The Dongping gold deposit was formed in ~140 Ma, while the mineralization of the Xiaoyingpan gold deposit ended in 155 Ma at the latest. The differences in the metallogenic epoch imply the distinctions in ore-forming heat sources. The isotopic studies of the two deposits indicate that their S and Pb isotopic compositions are similar and homologous to some extent. Both deposits and the Sanggan group show the characteristics of mantle-derived S, while the gold deposits and the SQG complex show a similar Pb isotopic composition [17,37,38,68,89,90]. The ore-forming fluids of the two deposits also show the characteristics of mixed fluids, which are neither typical magmatic water nor metamorphic water or meteoric water [11,21,89,91]. Therefore, the metallogenic systems of Xiaoyingpan and Dongping gold deposits were probably similar. The metamorphic rock of Sanggan Group and the SQG alkaline complex may provide some ore-forming materials for mineralization. Jiang Sihong et al. [24] indicated that the two deposits were formed by the filling and metasomatism of mixed hydrothermal fluid of magmatic and meteoric water into different tectonic locus under the high geothermal background after the formation of the SQG alkaline complex. The ore-forming process of Xiaoyingpan and Dongping might have been influenced by the intrusion of the Guzuizi granitoid and the SSQ granitoid, respectively. The heats of magmatic intrusion and meteoric water activate the Au, K, and Si by leaching and replacing the metamorphic rocks of the Sanggan Group or the SQG complex to form the potassium-silica-rich gold-bearing hydrothermal fluid. With the cooling of magma, the Xiaoyingpan gold deposit and Dongping gold deposit were formed by filling and metasomatism of the gold-bearing hydrothermal fluid in the metamorphic rocks of the Sanggan Group and the SQG alkaline complex, respectively.

6. Conclusions

This paper combined zircon U–Pb dating and zircon fission track dating to study the chronology of several granites and gold deposits in the Xuanhua and Chongli areas of Zhangjiakou City, northwest Hebei Province. The results have improved the understanding of regional magmatic activity and mineralization processes.
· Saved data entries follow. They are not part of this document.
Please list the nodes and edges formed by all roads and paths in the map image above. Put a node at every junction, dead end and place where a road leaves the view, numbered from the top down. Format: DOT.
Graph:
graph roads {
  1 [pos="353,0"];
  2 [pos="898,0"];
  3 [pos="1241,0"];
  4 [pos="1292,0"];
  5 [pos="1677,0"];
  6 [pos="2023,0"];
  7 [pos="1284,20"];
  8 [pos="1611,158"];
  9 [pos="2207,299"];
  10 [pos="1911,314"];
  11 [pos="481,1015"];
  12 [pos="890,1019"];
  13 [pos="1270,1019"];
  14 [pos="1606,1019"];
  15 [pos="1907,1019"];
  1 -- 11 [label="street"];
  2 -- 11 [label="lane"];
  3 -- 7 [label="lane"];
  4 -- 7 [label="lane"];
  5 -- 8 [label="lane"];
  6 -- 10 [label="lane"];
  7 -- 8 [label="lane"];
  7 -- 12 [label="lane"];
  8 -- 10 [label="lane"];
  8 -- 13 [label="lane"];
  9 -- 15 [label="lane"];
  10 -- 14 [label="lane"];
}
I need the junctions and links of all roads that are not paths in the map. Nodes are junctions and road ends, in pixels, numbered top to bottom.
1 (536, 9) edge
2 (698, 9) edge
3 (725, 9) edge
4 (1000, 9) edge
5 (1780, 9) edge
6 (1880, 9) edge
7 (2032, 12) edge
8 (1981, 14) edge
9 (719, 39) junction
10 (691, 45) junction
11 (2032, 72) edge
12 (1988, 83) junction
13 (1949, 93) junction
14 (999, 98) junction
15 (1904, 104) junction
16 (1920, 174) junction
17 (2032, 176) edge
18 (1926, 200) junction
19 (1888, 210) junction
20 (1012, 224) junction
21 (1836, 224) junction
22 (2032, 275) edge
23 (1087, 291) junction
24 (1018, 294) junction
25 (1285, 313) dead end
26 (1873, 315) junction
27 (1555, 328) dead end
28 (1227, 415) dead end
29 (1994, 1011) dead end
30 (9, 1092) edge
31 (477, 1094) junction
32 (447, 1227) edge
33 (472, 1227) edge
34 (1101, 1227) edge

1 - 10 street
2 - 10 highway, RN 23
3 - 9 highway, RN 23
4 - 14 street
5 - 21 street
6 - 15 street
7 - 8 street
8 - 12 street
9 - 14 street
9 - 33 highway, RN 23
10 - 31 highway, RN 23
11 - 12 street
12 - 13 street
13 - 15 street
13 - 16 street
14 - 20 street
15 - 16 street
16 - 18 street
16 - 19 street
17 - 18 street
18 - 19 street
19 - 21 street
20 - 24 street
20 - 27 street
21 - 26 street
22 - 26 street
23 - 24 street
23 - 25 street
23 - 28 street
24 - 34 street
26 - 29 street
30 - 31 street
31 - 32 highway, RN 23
The regional basement metamorphism occurred at (2487 ± 92) Ma, followed by superimposition during (1745 ± 89) Ma, which is a record of the large-scale tectonic–metamorphic movement of NCC at 2.5 Ga and 1.8 Ga. The emplacement age of the Shuiquangou alkaline complex was dated as 388.9 ± 3.0 Ma, and the related magmatic activities may have lasted to ca 377 Ma. It was associated with the collision between the Siberian plate and the NCC in the Middle-Late Devonian period, leading to widespread intrusions along the SCD fault in the area. The SSQ granite pluton formed in 142.3 ± 1.1 Ma and was linked to the underplating event in the early Cretaceous period. The SQG complex and the SSQ granites then underwent a rapid cooling stage in the Cretaceous period under the basin-ridge extension tectonic background of the NCC. The ore-forming time of the Xiaoyingpan gold deposit is between 236 and 155 Ma, while the Dongping gold deposit was probably formed in 142 Ma. The two gold deposits were formed in a similar metallogenic system but were affected by the Guzuizi granite and the SSQ granite, respectively.